> **Data excerpts**
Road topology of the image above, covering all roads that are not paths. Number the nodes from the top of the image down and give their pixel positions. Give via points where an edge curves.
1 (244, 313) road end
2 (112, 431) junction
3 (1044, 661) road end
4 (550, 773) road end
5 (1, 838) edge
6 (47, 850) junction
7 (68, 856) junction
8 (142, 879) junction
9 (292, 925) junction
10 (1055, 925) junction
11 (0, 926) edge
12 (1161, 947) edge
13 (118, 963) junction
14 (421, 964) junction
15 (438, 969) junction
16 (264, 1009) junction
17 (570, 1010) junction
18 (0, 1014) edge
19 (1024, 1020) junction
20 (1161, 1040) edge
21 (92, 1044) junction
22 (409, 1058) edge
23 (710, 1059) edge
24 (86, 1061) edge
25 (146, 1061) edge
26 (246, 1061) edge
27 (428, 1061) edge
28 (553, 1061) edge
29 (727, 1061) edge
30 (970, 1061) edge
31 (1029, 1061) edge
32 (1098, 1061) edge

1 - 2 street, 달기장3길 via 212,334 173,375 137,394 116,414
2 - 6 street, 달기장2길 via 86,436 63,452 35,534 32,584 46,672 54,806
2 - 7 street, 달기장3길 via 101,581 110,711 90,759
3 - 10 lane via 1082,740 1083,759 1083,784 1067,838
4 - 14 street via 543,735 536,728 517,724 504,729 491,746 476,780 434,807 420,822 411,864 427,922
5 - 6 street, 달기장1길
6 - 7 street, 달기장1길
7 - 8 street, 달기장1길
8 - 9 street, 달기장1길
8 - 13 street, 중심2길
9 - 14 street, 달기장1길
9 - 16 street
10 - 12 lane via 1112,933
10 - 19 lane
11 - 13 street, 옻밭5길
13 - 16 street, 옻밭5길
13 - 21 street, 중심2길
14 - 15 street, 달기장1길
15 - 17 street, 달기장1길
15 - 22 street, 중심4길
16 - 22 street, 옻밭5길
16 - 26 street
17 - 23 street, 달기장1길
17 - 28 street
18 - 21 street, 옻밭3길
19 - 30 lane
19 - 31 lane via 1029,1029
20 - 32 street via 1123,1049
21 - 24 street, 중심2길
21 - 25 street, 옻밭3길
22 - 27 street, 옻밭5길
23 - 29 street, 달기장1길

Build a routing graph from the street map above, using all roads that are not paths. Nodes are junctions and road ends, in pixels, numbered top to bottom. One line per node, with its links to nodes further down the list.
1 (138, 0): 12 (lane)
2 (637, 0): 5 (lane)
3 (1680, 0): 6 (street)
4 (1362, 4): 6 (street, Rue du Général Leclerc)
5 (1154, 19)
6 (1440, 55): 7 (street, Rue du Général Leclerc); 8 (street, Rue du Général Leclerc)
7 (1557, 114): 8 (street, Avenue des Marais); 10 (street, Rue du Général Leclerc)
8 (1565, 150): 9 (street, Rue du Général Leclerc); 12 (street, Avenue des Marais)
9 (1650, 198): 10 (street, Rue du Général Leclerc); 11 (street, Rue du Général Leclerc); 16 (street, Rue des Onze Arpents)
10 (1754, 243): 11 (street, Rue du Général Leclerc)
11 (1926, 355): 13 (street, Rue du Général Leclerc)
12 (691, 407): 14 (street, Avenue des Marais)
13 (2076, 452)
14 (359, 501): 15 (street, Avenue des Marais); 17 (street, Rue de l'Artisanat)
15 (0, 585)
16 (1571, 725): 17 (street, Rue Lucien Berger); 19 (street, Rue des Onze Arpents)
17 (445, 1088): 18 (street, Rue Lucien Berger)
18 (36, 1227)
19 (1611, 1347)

> **What the task asks**
Exact copies of all the entries above are required.

> **Answer for this exercise**
Road topology of the image above, covering all roads that are not paths. Number the nodes from the top of the image down and give their pixel positions. Give via points where an edge curves.
1 (244, 313) road end
2 (112, 431) junction
3 (1044, 661) road end
4 (550, 773) road end
5 (1, 838) edge
6 (47, 850) junction
7 (68, 856) junction
8 (142, 879) junction
9 (292, 925) junction
10 (1055, 925) junction
11 (0, 926) edge
12 (1161, 947) edge
13 (118, 963) junction
14 (421, 964) junction
15 (438, 969) junction
16 (264, 1009) junction
17 (570, 1010) junction
18 (0, 1014) edge
19 (1024, 1020) junction
20 (1161, 1040) edge
21 (92, 1044) junction
22 (409, 1058) edge
23 (710, 1059) edge
24 (86, 1061) edge
25 (146, 1061) edge
26 (246, 1061) edge
27 (428, 1061) edge
28 (553, 1061) edge
29 (727, 1061) edge
30 (970, 1061) edge
31 (1029, 1061) edge
32 (1098, 1061) edge

1 - 2 street, 달기장3길 via 212,334 173,375 137,394 116,414
2 - 6 street, 달기장2길 via 86,436 63,452 35,534 32,584 46,672 54,806
2 - 7 street, 달기장3길 via 101,581 110,711 90,759
3 - 10 lane via 1082,740 1083,759 1083,784 1067,838
4 - 14 street via 543,735 536,728 517,724 504,729 491,746 476,780 434,807 420,822 411,864 427,922
5 - 6 street, 달기장1길
6 - 7 street, 달기장1길
7 - 8 street, 달기장1길
8 - 9 street, 달기장1길
8 - 13 street, 중심2길
9 - 14 street, 달기장1길
9 - 16 street
10 - 12 lane via 1112,933
10 - 19 lane
11 - 13 street, 옻밭5길
13 - 16 street, 옻밭5길
13 - 21 street, 중심2길
14 - 15 street, 달기장1길
15 - 17 street, 달기장1길
15 - 22 street, 중심4길
16 - 22 street, 옻밭5길
16 - 26 street
17 - 23 street, 달기장1길
17 - 28 street
18 - 21 street, 옻밭3길
19 - 30 lane
19 - 31 lane via 1029,1029
20 - 32 street via 1123,1049
21 - 24 street, 중심2길
21 - 25 street, 옻밭3길
22 - 27 street, 옻밭5길
23 - 29 street, 달기장1길

Build a routing graph from the street map above, using all roads that are not paths. Nodes are junctions and road ends, in pixels, numbered top to bottom. One line per node, with its links to nodes further down the list.
1 (138, 0): 12 (lane)
2 (637, 0): 5 (lane)
3 (1680, 0): 6 (street)
4 (1362, 4): 6 (street, Rue du Général Leclerc)
5 (1154, 19)
6 (1440, 55): 7 (street, Rue du Général Leclerc); 8 (street, Rue du Général Leclerc)
7 (1557, 114): 8 (street, Avenue des Marais); 10 (street, Rue du Général Leclerc)
8 (1565, 150): 9 (street, Rue du Général Leclerc); 12 (street, Avenue des Marais)
9 (1650, 198): 10 (street, Rue du Général Leclerc); 11 (street, Rue du Général Leclerc); 16 (street, Rue des Onze Arpents)
10 (1754, 243): 11 (street, Rue du Général Leclerc)
11 (1926, 355): 13 (street, Rue du Général Leclerc)
12 (691, 407): 14 (street, Avenue des Marais)
13 (2076, 452)
14 (359, 501): 15 (street, Avenue des Marais); 17 (street, Rue de l'Artisanat)
15 (0, 585)
16 (1571, 725): 17 (street, Rue Lucien Berger); 19 (street, Rue des Onze Arpents)
17 (445, 1088): 18 (street, Rue Lucien Berger)
18 (36, 1227)
19 (1611, 1347)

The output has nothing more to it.